§ Work to be completed: Please write out all of the entries exactly as they appear.

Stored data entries
**********

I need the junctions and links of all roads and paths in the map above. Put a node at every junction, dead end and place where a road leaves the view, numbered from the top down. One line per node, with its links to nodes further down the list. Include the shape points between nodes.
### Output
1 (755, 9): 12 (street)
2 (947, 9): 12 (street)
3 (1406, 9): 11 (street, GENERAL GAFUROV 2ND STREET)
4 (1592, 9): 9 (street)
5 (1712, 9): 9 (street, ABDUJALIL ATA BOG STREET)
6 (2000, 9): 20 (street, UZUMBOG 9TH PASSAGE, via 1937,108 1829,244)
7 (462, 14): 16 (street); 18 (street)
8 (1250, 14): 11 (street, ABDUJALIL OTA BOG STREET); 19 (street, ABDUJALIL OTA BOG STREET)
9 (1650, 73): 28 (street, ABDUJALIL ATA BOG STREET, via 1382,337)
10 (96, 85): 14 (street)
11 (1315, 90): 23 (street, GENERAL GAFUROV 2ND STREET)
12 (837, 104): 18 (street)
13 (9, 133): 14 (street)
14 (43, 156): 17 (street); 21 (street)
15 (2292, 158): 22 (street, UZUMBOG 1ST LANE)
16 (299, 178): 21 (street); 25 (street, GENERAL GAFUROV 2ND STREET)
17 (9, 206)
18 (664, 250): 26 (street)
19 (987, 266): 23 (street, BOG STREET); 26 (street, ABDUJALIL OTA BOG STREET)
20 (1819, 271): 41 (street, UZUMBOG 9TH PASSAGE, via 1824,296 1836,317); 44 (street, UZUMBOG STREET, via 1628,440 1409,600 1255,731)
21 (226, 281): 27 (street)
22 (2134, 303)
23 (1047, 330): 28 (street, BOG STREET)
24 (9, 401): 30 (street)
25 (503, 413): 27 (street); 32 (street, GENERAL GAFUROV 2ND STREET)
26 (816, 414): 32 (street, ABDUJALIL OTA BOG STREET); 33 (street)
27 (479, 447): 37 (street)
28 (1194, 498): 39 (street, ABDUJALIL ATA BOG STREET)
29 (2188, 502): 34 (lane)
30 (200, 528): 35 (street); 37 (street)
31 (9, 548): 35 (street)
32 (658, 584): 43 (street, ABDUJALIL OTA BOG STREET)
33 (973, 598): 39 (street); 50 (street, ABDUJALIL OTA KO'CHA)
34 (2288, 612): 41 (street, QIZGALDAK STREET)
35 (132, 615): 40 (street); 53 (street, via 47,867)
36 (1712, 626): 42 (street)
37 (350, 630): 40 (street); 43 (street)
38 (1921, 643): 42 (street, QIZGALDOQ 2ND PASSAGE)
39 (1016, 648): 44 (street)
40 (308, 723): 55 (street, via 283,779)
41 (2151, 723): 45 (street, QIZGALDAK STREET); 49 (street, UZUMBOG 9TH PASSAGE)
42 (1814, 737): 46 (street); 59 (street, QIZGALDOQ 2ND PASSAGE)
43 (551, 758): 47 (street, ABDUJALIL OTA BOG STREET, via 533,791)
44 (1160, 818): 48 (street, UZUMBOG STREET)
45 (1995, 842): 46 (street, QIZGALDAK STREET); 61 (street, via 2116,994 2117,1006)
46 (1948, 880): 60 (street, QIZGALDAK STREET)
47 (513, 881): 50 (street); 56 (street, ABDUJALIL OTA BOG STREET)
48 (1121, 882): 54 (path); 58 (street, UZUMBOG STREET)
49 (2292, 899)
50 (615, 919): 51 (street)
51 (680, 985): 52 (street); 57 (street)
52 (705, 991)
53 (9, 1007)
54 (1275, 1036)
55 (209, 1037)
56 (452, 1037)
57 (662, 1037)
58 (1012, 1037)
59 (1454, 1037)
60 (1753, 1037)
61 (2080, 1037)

**********

§ Exercise output:
I need the junctions and links of all roads and paths in the map above. Put a node at every junction, dead end and place where a road leaves the view, numbered from the top down. One line per node, with its links to nodes further down the list. Include the shape points between nodes.
### Output
1 (755, 9): 12 (street)
2 (947, 9): 12 (street)
3 (1406, 9): 11 (street, GENERAL GAFUROV 2ND STREET)
4 (1592, 9): 9 (street)
5 (1712, 9): 9 (street, ABDUJALIL ATA BOG STREET)
6 (2000, 9): 20 (street, UZUMBOG 9TH PASSAGE, via 1937,108 1829,244)
7 (462, 14): 16 (street); 18 (street)
8 (1250, 14): 11 (street, ABDUJALIL OTA BOG STREET); 19 (street, ABDUJALIL OTA BOG STREET)
9 (1650, 73): 28 (street, ABDUJALIL ATA BOG STREET, via 1382,337)
10 (96, 85): 14 (street)
11 (1315, 90): 23 (street, GENERAL GAFUROV 2ND STREET)
12 (837, 104): 18 (street)
13 (9, 133): 14 (street)
14 (43, 156): 17 (street); 21 (street)
15 (2292, 158): 22 (street, UZUMBOG 1ST LANE)
16 (299, 178): 21 (street); 25 (street, GENERAL GAFUROV 2ND STREET)
17 (9, 206)
18 (664, 250): 26 (street)
19 (987, 266): 23 (street, BOG STREET); 26 (street, ABDUJALIL OTA BOG STREET)
20 (1819, 271): 41 (street, UZUMBOG 9TH PASSAGE, via 1824,296 1836,317); 44 (street, UZUMBOG STREET, via 1628,440 1409,600 1255,731)
21 (226, 281): 27 (street)
22 (2134, 303)
23 (1047, 330): 28 (street, BOG STREET)
24 (9, 401): 30 (street)
25 (503, 413): 27 (street); 32 (street, GENERAL GAFUROV 2ND STREET)
26 (816, 414): 32 (street, ABDUJALIL OTA BOG STREET); 33 (street)
27 (479, 447): 37 (street)
28 (1194, 498): 39 (street, ABDUJALIL ATA BOG STREET)
29 (2188, 502): 34 (lane)
30 (200, 528): 35 (street); 37 (street)
31 (9, 548): 35 (street)
32 (658, 584): 43 (street, ABDUJALIL OTA BOG STREET)
33 (973, 598): 39 (street); 50 (street, ABDUJALIL OTA KO'CHA)
34 (2288, 612): 41 (street, QIZGALDAK STREET)
35 (132, 615): 40 (street); 53 (street, via 47,867)
36 (1712, 626): 42 (street)
37 (350, 630): 40 (street); 43 (street)
38 (1921, 643): 42 (street, QIZGALDOQ 2ND PASSAGE)
39 (1016, 648): 44 (street)
40 (308, 723): 55 (street, via 283,779)
41 (2151, 723): 45 (street, QIZGALDAK STREET); 49 (street, UZUMBOG 9TH PASSAGE)
42 (1814, 737): 46 (street); 59 (street, QIZGALDOQ 2ND PASSAGE)
43 (551, 758): 47 (street, ABDUJALIL OTA BOG STREET, via 533,791)
44 (1160, 818): 48 (street, UZUMBOG STREET)
45 (1995, 842): 46 (street, QIZGALDAK STREET); 61 (street, via 2116,994 2117,1006)
46 (1948, 880): 60 (street, QIZGALDAK STREET)
47 (513, 881): 50 (street); 56 (street, ABDUJALIL OTA BOG STREET)
48 (1121, 882): 54 (path); 58 (street, UZUMBOG STREET)
49 (2292, 899)
50 (615, 919): 51 (street)
51 (680, 985): 52 (street); 57 (street)
52 (705, 991)
53 (9, 1007)
54 (1275, 1036)
55 (209, 1037)
56 (452, 1037)
57 (662, 1037)
58 (1012, 1037)
59 (1454, 1037)
60 (1753, 1037)
61 (2080, 1037)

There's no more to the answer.